Mas há mais: o preço tem de incluir
sopa, prato, sobremesa, pão, consumíveis, despesas com a loiça, talheres,
tabuleiros, transporte e… pessoal. Como é que a empresa que ganhou concurso até
2020 consegue com valores que vão de 1,18€ a 1,47€ cobrir todas estas
despesas? Eu explico: roubando ao caderno de encargos com o “aval”
do Estado. Há 10 anos o valor de referência a concurso era de 2€. Tirem daí
as vossas conclusões.
O Estado proporcionou
negligentemente que a qualidade fosse descurada escandalosamente ao promover
preços baixos (diga-se abaixo do preço, de custo).
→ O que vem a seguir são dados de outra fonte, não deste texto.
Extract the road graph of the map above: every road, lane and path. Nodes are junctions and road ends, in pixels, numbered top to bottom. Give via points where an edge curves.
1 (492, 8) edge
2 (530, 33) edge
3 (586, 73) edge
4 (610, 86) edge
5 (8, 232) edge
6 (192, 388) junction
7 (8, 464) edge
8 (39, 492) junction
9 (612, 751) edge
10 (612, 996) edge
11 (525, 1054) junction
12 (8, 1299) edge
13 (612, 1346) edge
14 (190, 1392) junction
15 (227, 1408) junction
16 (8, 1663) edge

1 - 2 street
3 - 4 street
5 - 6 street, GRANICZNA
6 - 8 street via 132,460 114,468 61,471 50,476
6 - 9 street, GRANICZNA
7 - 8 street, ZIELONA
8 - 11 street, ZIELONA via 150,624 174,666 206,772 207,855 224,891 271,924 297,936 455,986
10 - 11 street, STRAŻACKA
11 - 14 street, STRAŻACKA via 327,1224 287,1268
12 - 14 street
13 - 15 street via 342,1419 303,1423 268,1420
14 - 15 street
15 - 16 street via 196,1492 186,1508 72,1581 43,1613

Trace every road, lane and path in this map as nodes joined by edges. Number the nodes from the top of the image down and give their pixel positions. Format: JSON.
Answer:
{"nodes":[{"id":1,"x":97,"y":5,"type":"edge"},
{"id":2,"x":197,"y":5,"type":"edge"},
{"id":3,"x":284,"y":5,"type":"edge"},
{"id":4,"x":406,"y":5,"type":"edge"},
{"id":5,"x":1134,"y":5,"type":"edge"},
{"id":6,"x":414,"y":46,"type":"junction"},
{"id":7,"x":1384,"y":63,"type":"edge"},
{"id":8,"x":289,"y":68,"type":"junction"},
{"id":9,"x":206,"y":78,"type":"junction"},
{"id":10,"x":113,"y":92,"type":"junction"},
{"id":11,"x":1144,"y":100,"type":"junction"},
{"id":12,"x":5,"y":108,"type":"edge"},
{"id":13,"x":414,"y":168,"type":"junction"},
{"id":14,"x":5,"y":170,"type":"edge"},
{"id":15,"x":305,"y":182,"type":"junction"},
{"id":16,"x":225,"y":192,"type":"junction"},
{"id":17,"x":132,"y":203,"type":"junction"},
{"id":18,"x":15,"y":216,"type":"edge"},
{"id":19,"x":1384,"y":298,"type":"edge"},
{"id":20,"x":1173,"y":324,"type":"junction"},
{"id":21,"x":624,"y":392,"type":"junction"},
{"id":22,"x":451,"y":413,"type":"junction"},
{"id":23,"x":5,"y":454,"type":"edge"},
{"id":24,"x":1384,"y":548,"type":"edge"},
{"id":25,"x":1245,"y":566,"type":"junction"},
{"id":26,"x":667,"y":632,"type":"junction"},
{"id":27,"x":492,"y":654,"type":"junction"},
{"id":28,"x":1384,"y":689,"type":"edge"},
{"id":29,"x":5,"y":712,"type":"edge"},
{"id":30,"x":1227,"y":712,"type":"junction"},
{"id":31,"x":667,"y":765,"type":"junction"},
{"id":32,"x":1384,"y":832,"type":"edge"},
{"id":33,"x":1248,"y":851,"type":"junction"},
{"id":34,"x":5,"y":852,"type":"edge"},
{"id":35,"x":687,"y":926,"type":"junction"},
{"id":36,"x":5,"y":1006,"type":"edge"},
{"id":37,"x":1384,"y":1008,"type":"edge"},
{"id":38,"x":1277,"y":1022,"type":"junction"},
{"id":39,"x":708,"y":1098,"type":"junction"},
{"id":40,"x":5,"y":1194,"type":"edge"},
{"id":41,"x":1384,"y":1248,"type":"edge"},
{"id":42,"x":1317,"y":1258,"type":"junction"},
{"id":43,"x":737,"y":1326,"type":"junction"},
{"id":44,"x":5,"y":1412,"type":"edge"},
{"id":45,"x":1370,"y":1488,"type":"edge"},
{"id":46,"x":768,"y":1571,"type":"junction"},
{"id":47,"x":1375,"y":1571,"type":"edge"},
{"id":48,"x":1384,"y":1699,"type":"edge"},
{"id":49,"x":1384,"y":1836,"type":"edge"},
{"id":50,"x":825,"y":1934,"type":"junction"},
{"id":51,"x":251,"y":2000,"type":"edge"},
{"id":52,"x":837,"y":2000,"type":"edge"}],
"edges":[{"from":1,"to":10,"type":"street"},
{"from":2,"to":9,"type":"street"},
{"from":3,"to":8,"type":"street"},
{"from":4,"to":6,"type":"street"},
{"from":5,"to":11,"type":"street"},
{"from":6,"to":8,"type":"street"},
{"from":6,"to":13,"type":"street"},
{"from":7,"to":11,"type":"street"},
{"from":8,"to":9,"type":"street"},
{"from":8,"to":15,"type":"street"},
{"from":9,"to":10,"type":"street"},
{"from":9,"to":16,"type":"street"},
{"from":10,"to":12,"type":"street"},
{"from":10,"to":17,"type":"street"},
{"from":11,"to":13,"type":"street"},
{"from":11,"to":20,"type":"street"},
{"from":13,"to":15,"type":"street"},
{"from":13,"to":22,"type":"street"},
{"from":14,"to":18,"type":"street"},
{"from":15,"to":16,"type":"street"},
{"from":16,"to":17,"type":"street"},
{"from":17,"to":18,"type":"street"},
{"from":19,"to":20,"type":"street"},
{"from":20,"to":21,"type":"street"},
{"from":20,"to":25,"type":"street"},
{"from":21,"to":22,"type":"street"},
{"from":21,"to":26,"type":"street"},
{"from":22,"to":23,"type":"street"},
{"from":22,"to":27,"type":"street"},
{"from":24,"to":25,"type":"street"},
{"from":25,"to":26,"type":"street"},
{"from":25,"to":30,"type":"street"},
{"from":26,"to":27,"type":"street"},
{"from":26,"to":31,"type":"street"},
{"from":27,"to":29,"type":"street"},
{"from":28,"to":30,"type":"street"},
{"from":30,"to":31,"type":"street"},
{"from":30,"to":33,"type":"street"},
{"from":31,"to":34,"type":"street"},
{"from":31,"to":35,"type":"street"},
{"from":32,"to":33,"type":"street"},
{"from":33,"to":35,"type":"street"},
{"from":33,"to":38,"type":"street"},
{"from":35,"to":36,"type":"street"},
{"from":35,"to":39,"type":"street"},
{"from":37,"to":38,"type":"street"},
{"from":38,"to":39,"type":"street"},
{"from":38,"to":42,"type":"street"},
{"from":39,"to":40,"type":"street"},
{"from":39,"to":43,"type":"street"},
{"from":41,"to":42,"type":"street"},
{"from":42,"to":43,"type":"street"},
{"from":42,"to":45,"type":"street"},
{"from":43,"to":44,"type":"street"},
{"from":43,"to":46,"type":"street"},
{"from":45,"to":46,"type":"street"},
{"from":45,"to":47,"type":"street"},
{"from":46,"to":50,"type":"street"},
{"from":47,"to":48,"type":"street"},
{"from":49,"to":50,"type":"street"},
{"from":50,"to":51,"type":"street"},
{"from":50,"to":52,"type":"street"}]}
Quem se surpreende depois
que haja carnes vindas da China, Espanha ou França, produtos congelados,
filetes com espinhas, peixe congelado da Argentina, sopas com fécula de batata,
sobremesas instantâneas com água, comida que chega em mau estado, problemas com
quantidades, falta de pessoal, plafond de compras que, semana sim semana não,
se esgota ficando a escola sem matéria prima para as refeições?
Não se pode exigir
qualidade a quem vende um produto abaixo do preço de custo. E se isso
acontece é porque interessa ao Estado. A prova está, como já disse na ausência
de nota justificativa de preço no concurso e ausência quase total de
fiscalização com aplicação de multas praticamente inexistentes e
quando se aplicam não são sequer cobradas. Dito de outra forma, ser
prevaricador em Portugal nos concursos públicos compensa porque o Estado nem
sequer se importa com isso.
O estranho é quando
verificamos que com as escolas que não são concessionadas, estas podem gastar
por refeição, apenas com os alimentos – recursos humanos são
pagos à parte – 1,68€ mais 0,22€ de ajudas. Consegue perceber porque razão as
escolas com cantinas próprias funcionam bem? Pois. Os milagres não existem.
Qualidade depende também do preço.
Já morreu uma menina com a bactéria do e.coli por via alimentar naescola. Outra colega encontra-se com os sintomas da bactéria. O caso tem
sido abafado, claro. Tal como toda a censura que já conhecemos sempre que há
mortes nesta governação. Mas a realidade por muito que tentem escondê-la, vem
sempre ao cimo porque é imperioso denunciar. Quem nos protege se não formos nós
próprios a fazê-lo ou a exigi-lo?
Saiba que em caso de se
verificar na escola de seu filho uma ocorrência irregular na cantina, deve
informar a Direção que ao tomar conhecimento tem de atuar junto da empresa para
corrigir. Se persistir a escola deve pedir a intervenção da DGEsTE. Saiba ainda
que todos os dias tem de ser cozinhado duas refeições a mais, uma para a Direção
outra para Associação de Pais e que qualquer pai que o solicite, deve ser
autorizado a provar o almoço.
Agora que sabe seus direitos,
faça uso deles e exija. Só assim podemos prevenir e melhorar as condições em
que são servidas as refeições aos nossos filhos.